1970年代、日本の女性たちに大きな影響を与え、社会現象にまでなったウーマン・リブ運動。私はウーマン・リブという単語を聞いたことがあるぐらいで、中身については全く知らなかった。2015年に、戦後70年の女性史をたどるテレビ番組を担当することになって、初めて現代史の勉強をしたような自分が、当時リブのカリスマと呼ばれた「田中美津」の映画を自主製作することになるなんて……運命とは本当に分からないものである。

国会図書館で昔の雑誌記事の検索をかけてみると、「ウーマン・リブ」で出てくる圧倒的多数が「中ピ連(中絶禁止法に反対しピル解禁を要求する女性解放連合)」である。ピンク色のヘルメットにサングラスの女たちがDV夫や不倫男の職場にデモをかける派手なパフォーマンスで、当時マスコミを頻繁に騒がせた。「リブってあのピンクヘルメットのすごいやつだよね」といまだに強烈な印象を覚えている人も多い。

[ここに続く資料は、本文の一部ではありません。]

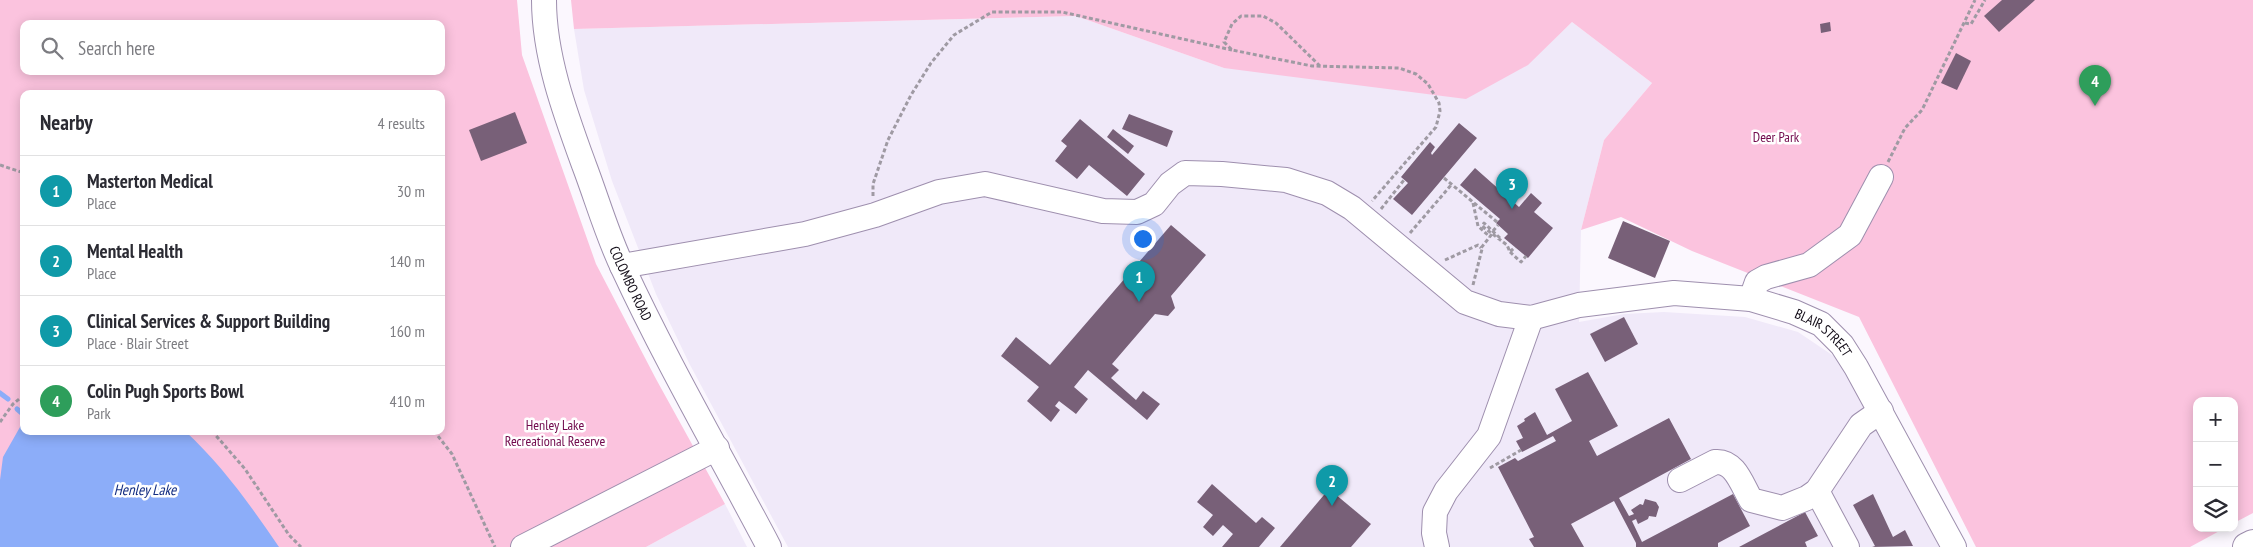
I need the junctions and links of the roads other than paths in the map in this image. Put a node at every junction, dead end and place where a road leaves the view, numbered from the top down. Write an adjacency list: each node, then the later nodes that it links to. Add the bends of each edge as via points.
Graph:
1 (544, 0): 3 (street, COLOMBO ROAD, via 544,19 554,70 568,122)
2 (1881, 177): 4 (street, via 1850,235 1809,265 1757,282)
3 (622, 266): 5 (street, via 805,234 891,210 939,192 984,184 1103,211 1137,212 1154,204 1184,173 1222,174 1286,180 1327,193 1365,219 1466,302 1499,314); 7 (street, COLOMBO ROAD)
4 (1751, 299): 5 (street, BLAIR STREET, via 1674,293 1579,305); 6 (street, BLAIR STREET, via 1807,317 1833,333)
5 (1531, 318): 13 (street, via 1489,436 1446,491 1435,512 1434,533)
6 (1881, 411): 9 (street, via 1861,425); 15 (street, BLAIR STREET)
7 (716, 448): 11 (street); 12 (street, COLOMBO ROAD)
8 (1680, 480): 9 (street, via 1721,461 1733,469 1751,500 1773,508 1794,504)
9 (1816, 491): 14 (street)
10 (2253, 544): 16 (main road)
11 (523, 547)
12 (769, 547)
13 (1438, 547)
14 (1847, 547)
15 (1954, 547)
16 (2246, 547)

しかしNHKのアーカイブスで発掘した、「ウーマン・リブ誕生」といわれる歴史的なデモの映像(1970年10月21日)には、ピンクヘルメットの集団などなかった。田中美津さんが代表をつとめた「ぐるーぷ闘うおんな」の呼びかけで銀座に集まった200人もの女性たちは、大学生やOL、主婦たちだったと言う。あの時、「普通の女たち」を突き動かしたものは何だったのか?

女は「母」か「便所」?

上野千鶴子さんの文章「リブの肉声」から引用する。

日本のリブが、輸入品でも借り物でもない、田中美津という肉声をもったことは、歴史の幸運だったと思う。1960年代、世界同時多発的に起きた学生運動の灰のなかから、ウーマン・リブが産声を挙げた……この日、女だけのデモのなかで田中美津が一晩で書いた「便所からの解放」というビラが撒かれた。これが日本のリブのマニフェストとなった。(映画『この星は私の星じゃない』パンフレットより)

そして、以下がその「便所からの解放」の一説。

男にとって女とは母性のやさしさ=母か、性欲処理機=便所か、という二つのイメージに分かれる存在としてある
男の母か、便所かという意識は、現実には結婚の対象か遊びの対象か、という風に表われる……遊びの対象に見られようと、結婚の対象に見られ選ばれようと、その根は一つなのだ。

(新版『いのちの女たちへ とり乱しウーマン・リブ論』パンドラ刊より)

今、読んでも十分に過激で、しかし本質をついていると思った。番組ではぜひ「田中美津」にインタビューしなければならない!